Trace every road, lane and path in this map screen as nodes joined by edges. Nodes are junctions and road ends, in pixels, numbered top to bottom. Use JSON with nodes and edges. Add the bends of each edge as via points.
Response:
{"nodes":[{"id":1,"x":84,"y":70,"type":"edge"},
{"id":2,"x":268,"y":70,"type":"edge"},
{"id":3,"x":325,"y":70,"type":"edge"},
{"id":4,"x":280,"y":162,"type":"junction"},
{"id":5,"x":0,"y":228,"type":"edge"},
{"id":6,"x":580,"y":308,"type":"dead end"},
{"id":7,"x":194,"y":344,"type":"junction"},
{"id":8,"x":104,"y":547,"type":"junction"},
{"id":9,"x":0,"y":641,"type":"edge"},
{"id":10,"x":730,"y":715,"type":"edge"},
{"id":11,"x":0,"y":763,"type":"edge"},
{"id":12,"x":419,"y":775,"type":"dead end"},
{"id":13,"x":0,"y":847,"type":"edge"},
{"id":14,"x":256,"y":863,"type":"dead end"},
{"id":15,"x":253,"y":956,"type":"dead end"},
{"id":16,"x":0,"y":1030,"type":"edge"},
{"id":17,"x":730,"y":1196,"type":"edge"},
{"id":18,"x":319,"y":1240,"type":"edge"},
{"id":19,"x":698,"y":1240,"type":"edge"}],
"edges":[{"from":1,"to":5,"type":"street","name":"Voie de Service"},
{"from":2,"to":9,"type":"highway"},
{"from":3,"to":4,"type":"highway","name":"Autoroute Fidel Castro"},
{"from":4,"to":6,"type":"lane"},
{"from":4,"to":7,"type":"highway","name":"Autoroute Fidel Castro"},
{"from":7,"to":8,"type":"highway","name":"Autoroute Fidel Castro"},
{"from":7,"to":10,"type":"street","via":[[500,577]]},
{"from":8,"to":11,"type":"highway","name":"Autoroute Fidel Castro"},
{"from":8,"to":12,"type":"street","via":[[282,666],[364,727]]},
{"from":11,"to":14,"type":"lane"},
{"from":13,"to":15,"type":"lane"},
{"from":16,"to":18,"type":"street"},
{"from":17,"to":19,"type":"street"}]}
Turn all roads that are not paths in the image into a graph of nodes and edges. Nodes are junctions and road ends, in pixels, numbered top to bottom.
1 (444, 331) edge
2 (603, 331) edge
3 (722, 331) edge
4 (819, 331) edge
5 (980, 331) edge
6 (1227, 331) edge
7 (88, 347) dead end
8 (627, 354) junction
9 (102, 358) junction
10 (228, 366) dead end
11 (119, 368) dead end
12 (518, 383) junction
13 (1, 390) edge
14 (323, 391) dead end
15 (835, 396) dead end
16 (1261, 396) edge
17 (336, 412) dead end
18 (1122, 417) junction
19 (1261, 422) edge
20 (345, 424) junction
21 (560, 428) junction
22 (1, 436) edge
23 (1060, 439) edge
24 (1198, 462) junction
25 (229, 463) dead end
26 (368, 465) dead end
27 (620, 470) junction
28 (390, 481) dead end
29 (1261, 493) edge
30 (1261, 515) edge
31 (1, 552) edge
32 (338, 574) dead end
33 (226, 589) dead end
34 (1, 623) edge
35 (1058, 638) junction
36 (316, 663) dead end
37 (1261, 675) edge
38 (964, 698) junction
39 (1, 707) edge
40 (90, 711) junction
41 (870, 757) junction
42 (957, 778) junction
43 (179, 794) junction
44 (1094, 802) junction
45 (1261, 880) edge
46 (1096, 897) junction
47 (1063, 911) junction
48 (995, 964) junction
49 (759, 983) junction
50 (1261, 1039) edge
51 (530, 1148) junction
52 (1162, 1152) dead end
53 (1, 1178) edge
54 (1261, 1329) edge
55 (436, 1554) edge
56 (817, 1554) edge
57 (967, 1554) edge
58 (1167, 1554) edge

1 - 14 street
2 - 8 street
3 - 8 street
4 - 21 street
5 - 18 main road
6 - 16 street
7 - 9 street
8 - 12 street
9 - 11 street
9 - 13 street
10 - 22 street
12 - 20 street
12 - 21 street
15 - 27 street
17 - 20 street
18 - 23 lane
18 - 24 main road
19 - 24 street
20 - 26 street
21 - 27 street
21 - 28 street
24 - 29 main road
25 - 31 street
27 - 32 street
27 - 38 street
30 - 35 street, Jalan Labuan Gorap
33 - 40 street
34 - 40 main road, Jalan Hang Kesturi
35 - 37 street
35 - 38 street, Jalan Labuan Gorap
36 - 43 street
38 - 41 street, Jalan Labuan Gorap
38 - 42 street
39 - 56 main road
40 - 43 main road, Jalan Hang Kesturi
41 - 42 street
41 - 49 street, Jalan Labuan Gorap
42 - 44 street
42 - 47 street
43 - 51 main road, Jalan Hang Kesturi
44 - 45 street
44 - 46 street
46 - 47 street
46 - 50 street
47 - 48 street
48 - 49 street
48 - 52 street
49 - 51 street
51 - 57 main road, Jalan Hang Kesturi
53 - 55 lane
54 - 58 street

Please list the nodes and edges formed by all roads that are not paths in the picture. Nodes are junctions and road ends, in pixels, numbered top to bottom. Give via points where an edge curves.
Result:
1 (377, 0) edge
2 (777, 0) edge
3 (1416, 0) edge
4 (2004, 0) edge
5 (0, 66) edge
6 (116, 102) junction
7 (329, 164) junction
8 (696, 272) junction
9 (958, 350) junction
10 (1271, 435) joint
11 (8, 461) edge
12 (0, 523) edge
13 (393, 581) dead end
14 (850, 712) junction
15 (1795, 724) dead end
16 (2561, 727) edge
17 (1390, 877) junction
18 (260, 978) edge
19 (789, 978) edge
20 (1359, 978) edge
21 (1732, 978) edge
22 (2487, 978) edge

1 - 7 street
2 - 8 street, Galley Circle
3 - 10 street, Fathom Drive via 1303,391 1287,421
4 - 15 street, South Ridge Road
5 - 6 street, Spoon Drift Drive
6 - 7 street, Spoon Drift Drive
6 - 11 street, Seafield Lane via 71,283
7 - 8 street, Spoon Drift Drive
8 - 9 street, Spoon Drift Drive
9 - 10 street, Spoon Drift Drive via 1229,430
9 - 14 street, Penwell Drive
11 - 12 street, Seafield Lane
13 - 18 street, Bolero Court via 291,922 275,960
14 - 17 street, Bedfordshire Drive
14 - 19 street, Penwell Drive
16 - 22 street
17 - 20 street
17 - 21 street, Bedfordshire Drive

● Exercise description:
Report every line above that has the string "numbered" in it.

● Output below:
Trace every road, lane and path in this map screen as nodes joined by edges. Nodes are junctions and road ends, in pixels, numbered top to bottom. Use JSON with nodes and edges. Add the bends of each edge as via points.
Turn all roads that are not paths in the image into a graph of nodes and edges. Nodes are junctions and road ends, in pixels, numbered top to bottom.
Please list the nodes and edges formed by all roads that are not paths in the picture. Nodes are junctions and road ends, in pixels, numbered top to bottom. Give via points where an edge curves.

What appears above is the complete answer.